What should foundations do in an economy that has seen their assets fall by almost 30% but also has created enormous need among the nonprofits they fund and the people those nonprofits serve? Charitable foundations are required by law to distribute (to grantees and foundation administrative expenses) at least 5% of a rolling average of their endowment each year. They can do more, but not less. In times like these when their return is not even close to 5%, it can be difficult to think about giving more than 5%. Many foundations are determined to preserve the corpus of the foundation in perpetuity. However, there is a debate raging among philanthropists, nonprofits, advisors and thought leaders about how foundations should respond in these difficult times.
First, here is how foundations are responding:
- The Foundation Center has created an interactive map detailing where and how foundations are giving in response to the economic crisis.
- Philantopic is keeping a running post of statements from foundations on how they will respond to the economic crisis.
Then, here is how people think they should be responding. Here are just a few examples:
- Paul Brest, head of the Hewlett Foundation, wrote a blog post about the difficult position foundations are in, and he encourages them to “ensure that the best organizations — those that are delivering real outcomes — weather the storm.
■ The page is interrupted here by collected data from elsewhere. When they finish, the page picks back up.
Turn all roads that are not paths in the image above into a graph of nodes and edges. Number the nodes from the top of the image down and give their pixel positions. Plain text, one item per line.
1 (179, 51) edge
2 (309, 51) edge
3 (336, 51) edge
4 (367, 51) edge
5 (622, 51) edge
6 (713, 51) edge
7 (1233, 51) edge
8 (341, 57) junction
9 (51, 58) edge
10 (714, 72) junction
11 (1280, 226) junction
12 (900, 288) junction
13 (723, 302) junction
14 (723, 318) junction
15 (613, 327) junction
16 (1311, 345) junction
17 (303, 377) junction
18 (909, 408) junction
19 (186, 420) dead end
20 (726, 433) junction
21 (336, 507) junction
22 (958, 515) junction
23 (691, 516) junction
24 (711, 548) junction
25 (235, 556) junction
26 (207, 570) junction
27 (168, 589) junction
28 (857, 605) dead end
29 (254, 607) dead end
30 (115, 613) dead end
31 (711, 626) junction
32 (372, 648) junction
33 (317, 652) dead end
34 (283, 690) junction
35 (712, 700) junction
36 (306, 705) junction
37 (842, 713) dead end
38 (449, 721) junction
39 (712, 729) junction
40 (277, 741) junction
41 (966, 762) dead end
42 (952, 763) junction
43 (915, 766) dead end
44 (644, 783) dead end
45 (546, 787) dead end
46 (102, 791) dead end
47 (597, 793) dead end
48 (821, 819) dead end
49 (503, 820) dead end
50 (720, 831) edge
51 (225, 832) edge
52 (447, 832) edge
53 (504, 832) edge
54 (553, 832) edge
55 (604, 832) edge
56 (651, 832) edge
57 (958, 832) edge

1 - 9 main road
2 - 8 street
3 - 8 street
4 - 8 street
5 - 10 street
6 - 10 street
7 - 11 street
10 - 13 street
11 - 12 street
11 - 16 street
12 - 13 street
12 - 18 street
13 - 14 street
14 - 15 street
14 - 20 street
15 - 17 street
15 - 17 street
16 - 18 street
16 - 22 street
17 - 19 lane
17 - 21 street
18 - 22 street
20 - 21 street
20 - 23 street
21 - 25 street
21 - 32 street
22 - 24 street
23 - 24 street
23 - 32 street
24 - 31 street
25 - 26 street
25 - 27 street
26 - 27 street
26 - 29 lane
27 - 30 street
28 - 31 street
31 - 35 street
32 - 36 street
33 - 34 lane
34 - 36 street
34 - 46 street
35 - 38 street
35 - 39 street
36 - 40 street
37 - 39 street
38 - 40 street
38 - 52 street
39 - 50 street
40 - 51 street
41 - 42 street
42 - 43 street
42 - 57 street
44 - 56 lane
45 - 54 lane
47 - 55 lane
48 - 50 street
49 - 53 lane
We’re not going to be able to salvage them from the bottom of the sea after the storm is over.” He also warns of the importance of investing now in issues that need our immediate attention: “dollars spent today to address issues like global warming can do more good than dollars spent in ten years, when mitigating climate change will certainly be much more expensive if it is even possible.”
- Todd Cohen, editor of Philanthropy Journal, wrote a stinging post in the Stanford Social Innovation Review Opinion Blog against foundations that are prioritizing preserving their corpus above giving back to the community: “Instead of pitching fits about the plunge in value of the endowments they count on to perpetuate their power, foundations should be digging deeper and paying out more to begin to give back what they and their donors have received from taxpayers in the form of tax breaks and tax-exempt benefits.”
- Sasha Dichter, Director of Business Development for the Acumen Fund (a venture philanthropy fund working to end global poverty), wrote a piece about how the Weingert Foundation’s announcement that they were going to now support operating costs for nonprofits demonstrates how out of whack the funding apparatus for nonprofits has gotten: “The result…is that we end up with scores of nonprofits twisting themselves into knots to manage a series of too-small, too-specific “program” grants, with individual donors asked to pick up the difference between what’s funded and what’s needed to deliver on the non-profit’s mission (weren’t the foundation supposed to be the trailblazers in this equation?).”
This is a worthwhile debate and absolutely critical to the social sector going to the next level and creating solutions to the many problems that face our country and our world. But it is not just about foundations. They are only part (and a very small part) of the resource engine that drives the social sector. The entire way in which the social sector is capitalized needs to change. We need to put a financial priority on the solutions that the social sector is coming up with. Those solutions need to be scaled and made sustainable. And adequate capital (from all sources) is the only way to do that.